TASK TO CARRY OUT
Would you reproduce each line below exactly, leaving every picture out?
━━ INPUT FOR THIS TASK ━━
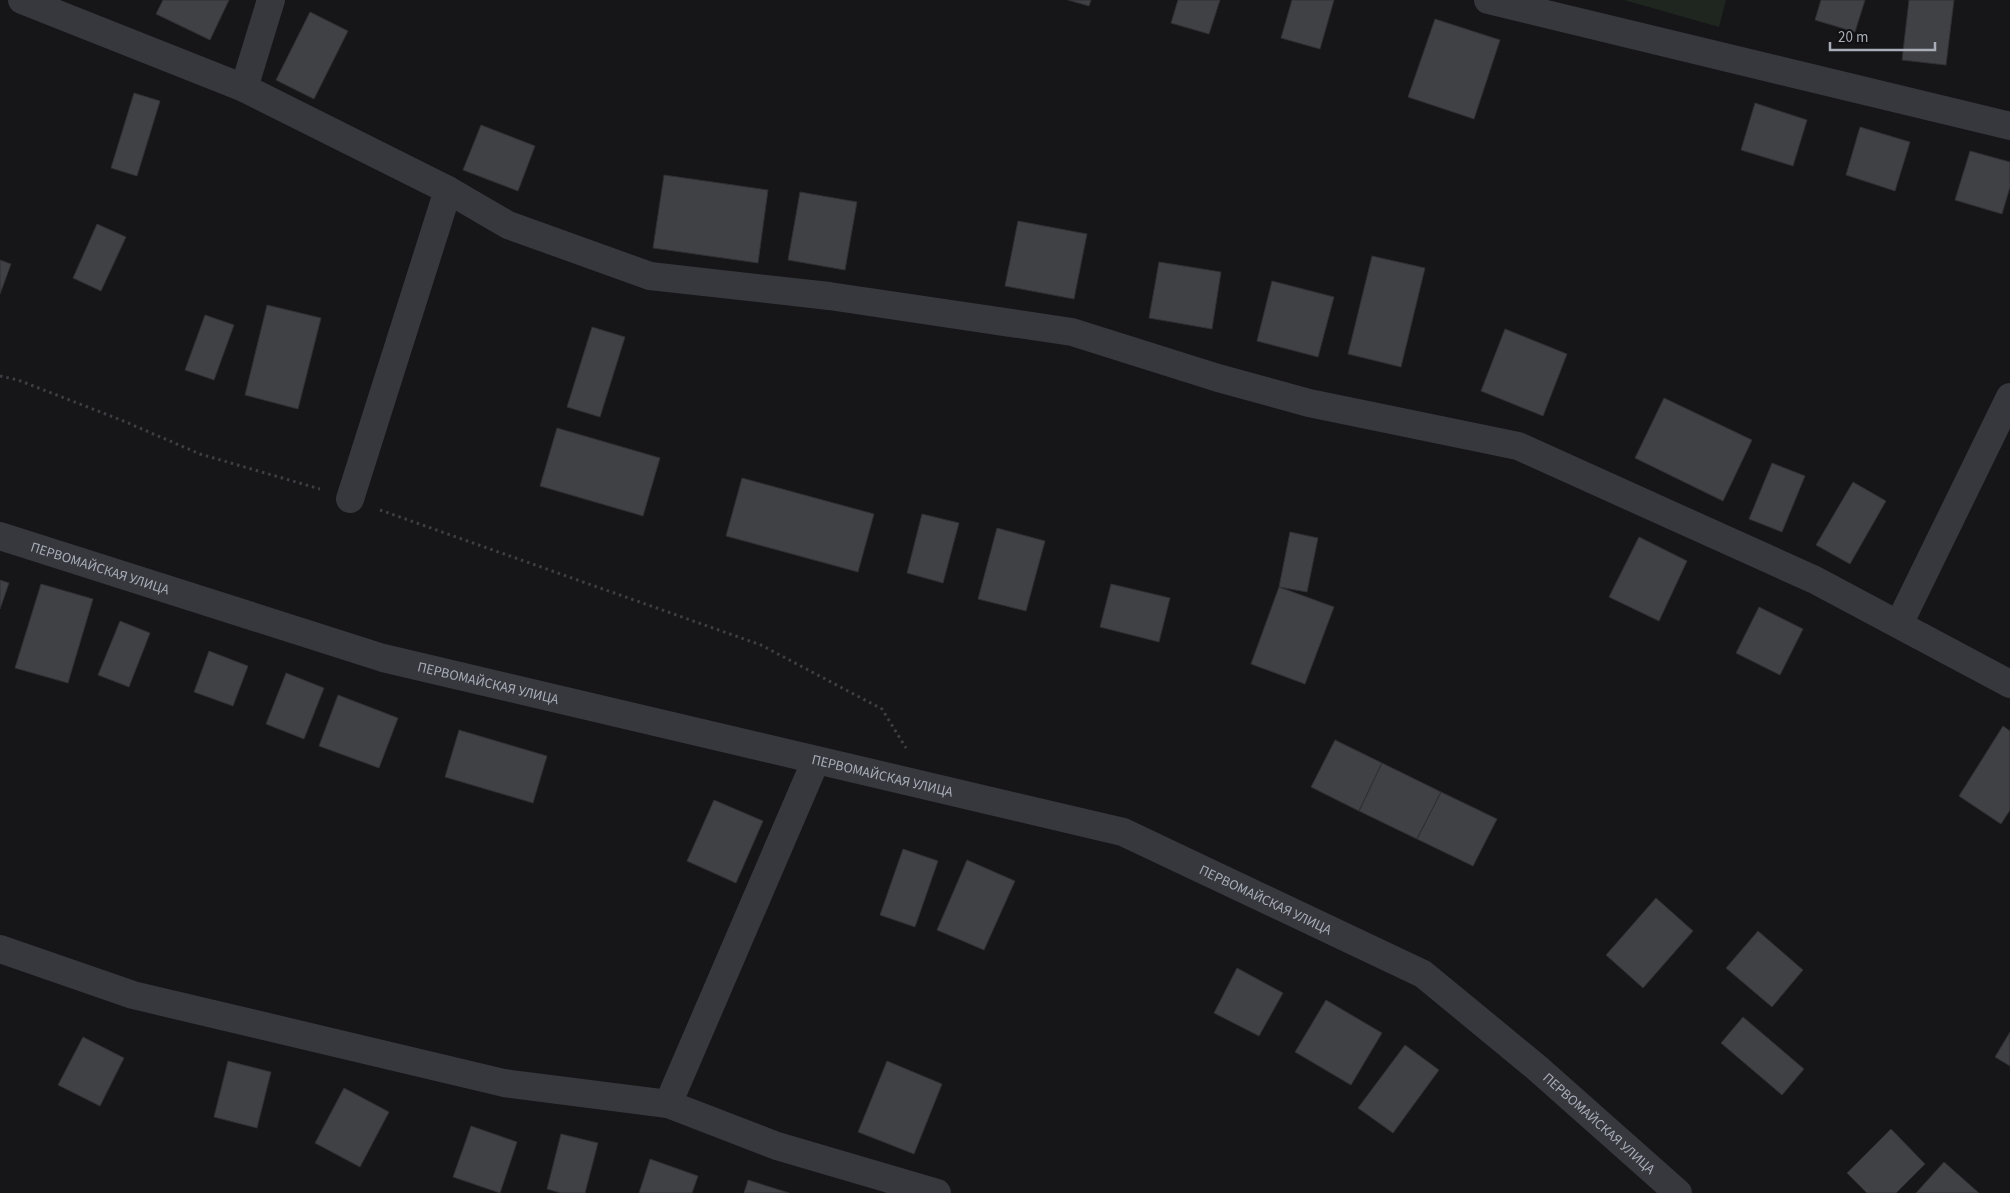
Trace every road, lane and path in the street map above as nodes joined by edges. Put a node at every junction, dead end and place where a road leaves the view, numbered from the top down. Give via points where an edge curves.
1 (22, 0) edge
2 (271, 0) edge
3 (1488, 0) edge
4 (244, 88) junction
5 (2010, 126) edge
6 (448, 190) junction
7 (0, 376) edge
8 (2010, 397) edge
9 (350, 500) junction
10 (0, 536) edge
11 (1899, 624) junction
12 (2010, 684) edge
13 (816, 760) junction
14 (930, 787) junction
15 (0, 949) edge
16 (668, 1104) junction
17 (937, 1193) edge
18 (1678, 1193) edge

1 - 4 street
2 - 4 street
3 - 5 street
4 - 6 street
6 - 9 street
6 - 11 street via 508,225 650,276 829,296 1072,332 1309,403 1518,446 1815,580
7 - 9 path via 121,420 200,454
8 - 11 street
9 - 14 path via 761,645 882,710
10 - 13 street, ПЕРВОМАЙСКАЯ УЛИЦА via 383,658
11 - 12 street
13 - 14 street, ПЕРВОМАЙСКАЯ УЛИЦА
13 - 16 street
14 - 18 street, ПЕРВОМАЙСКАЯ УЛИЦА via 1124,832 1423,974 1536,1067
15 - 16 street via 133,995 504,1083
16 - 17 street via 777,1146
━━━
RESPONSE BELOW
Trace every road, lane and path in the street map above as nodes joined by edges. Put a node at every junction, dead end and place where a road leaves the view, numbered from the top down. Give via points where an edge curves.
1 (22, 0) edge
2 (271, 0) edge
3 (1488, 0) edge
4 (244, 88) junction
5 (2010, 126) edge
6 (448, 190) junction
7 (0, 376) edge
8 (2010, 397) edge
9 (350, 500) junction
10 (0, 536) edge
11 (1899, 624) junction
12 (2010, 684) edge
13 (816, 760) junction
14 (930, 787) junction
15 (0, 949) edge
16 (668, 1104) junction
17 (937, 1193) edge
18 (1678, 1193) edge

1 - 4 street
2 - 4 street
3 - 5 street
4 - 6 street
6 - 9 street
6 - 11 street via 508,225 650,276 829,296 1072,332 1309,403 1518,446 1815,580
7 - 9 path via 121,420 200,454
8 - 11 street
9 - 14 path via 761,645 882,710
10 - 13 street, ПЕРВОМАЙСКАЯ УЛИЦА via 383,658
11 - 12 street
13 - 14 street, ПЕРВОМАЙСКАЯ УЛИЦА
13 - 16 street
14 - 18 street, ПЕРВОМАЙСКАЯ УЛИЦА via 1124,832 1423,974 1536,1067
15 - 16 street via 133,995 504,1083
16 - 17 street via 777,1146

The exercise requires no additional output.